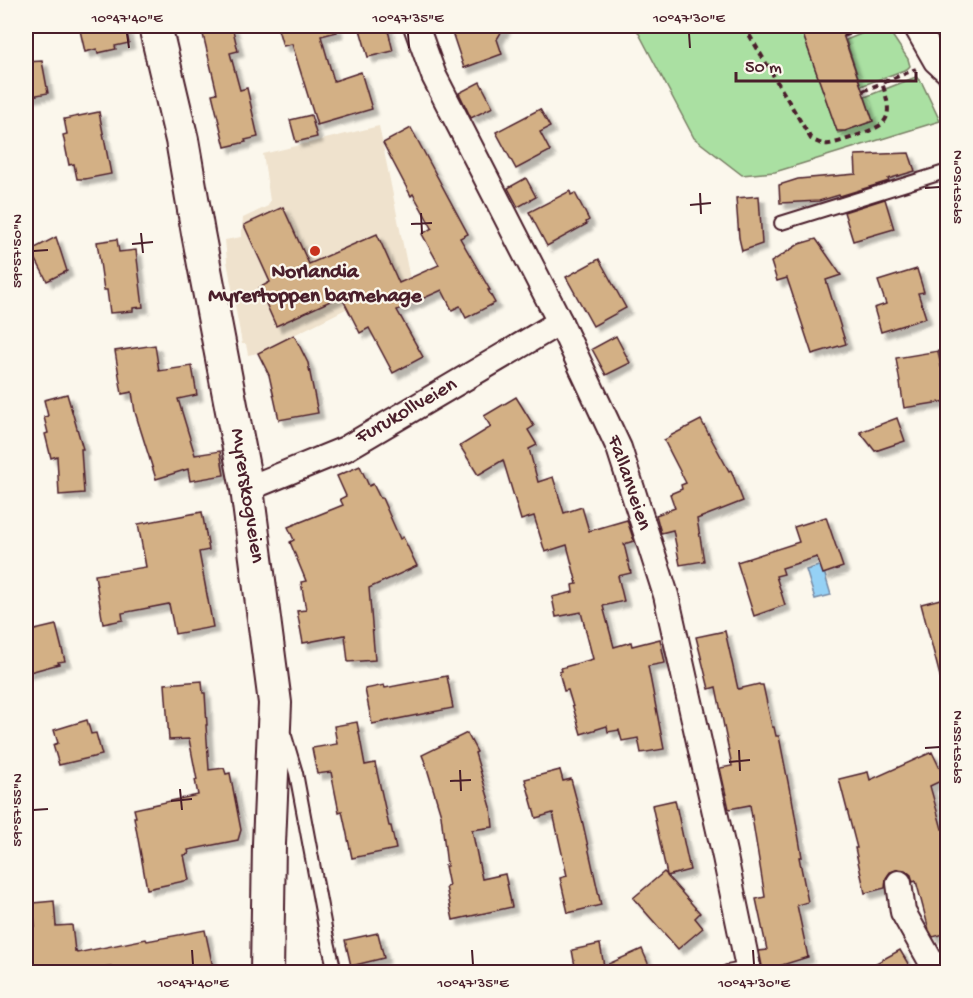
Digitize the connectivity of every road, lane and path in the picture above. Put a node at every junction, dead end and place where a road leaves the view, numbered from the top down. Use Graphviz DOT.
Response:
graph roads {
  1 [pos="154,26"];
  2 [pos="416,26"];
  3 [pos="744,26"];
  4 [pos="868,26"];
  5 [pos="916,26"];
  6 [pos="844,36"];
  7 [pos="942,66"];
  8 [pos="882,83"];
  9 [pos="863,91"];
  10 [pos="948,171"];
  11 [pos="780,223"];
  12 [pos="560,322"];
  13 [pos="247,489"];
  14 [pos="275,703"];
  15 [pos="899,883"];
  16 [pos="741,971"];
  17 [pos="267,972"];
  18 [pos="335,972"];
  19 [pos="937,972"];
  1 -- 13 [label="street, Myrerskogveien"];
  2 -- 12 [label="street, Fallanveien"];
  3 -- 8 [label="path"];
  4 -- 6 [label="path"];
  5 -- 7 [label="street"];
  7 -- 8 [label="path"];
  8 -- 9 [label="path"];
  10 -- 11 [label="lane"];
  12 -- 13 [label="street, Furukollveien"];
  12 -- 16 [label="street, Fallanveien"];
  13 -- 14 [label="street, Myrerskogveien"];
  14 -- 17 [label="street, Myrerskogveien"];
  14 -- 18 [label="lane"];
  15 -- 19 [label="street"];
}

────────────────

| Your instructions |
The answer must be an exact copy of the entries, with the pictures omitted.

| Response for this exercise |
Digitize the connectivity of every road, lane and path in the picture above. Put a node at every junction, dead end and place where a road leaves the view, numbered from the top down. Use Graphviz DOT.
Response:
graph roads {
  1 [pos="154,26"];
  2 [pos="416,26"];
  3 [pos="744,26"];
  4 [pos="868,26"];
  5 [pos="916,26"];
  6 [pos="844,36"];
  7 [pos="942,66"];
  8 [pos="882,83"];
  9 [pos="863,91"];
  10 [pos="948,171"];
  11 [pos="780,223"];
  12 [pos="560,322"];
  13 [pos="247,489"];
  14 [pos="275,703"];
  15 [pos="899,883"];
  16 [pos="741,971"];
  17 [pos="267,972"];
  18 [pos="335,972"];
  19 [pos="937,972"];
  1 -- 13 [label="street, Myrerskogveien"];
  2 -- 12 [label="street, Fallanveien"];
  3 -- 8 [label="path"];
  4 -- 6 [label="path"];
  5 -- 7 [label="street"];
  7 -- 8 [label="path"];
  8 -- 9 [label="path"];
  10 -- 11 [label="lane"];
  12 -- 13 [label="street, Furukollveien"];
  12 -- 16 [label="street, Fallanveien"];
  13 -- 14 [label="street, Myrerskogveien"];
  14 -- 17 [label="street, Myrerskogveien"];
  14 -- 18 [label="lane"];
  15 -- 19 [label="street"];
}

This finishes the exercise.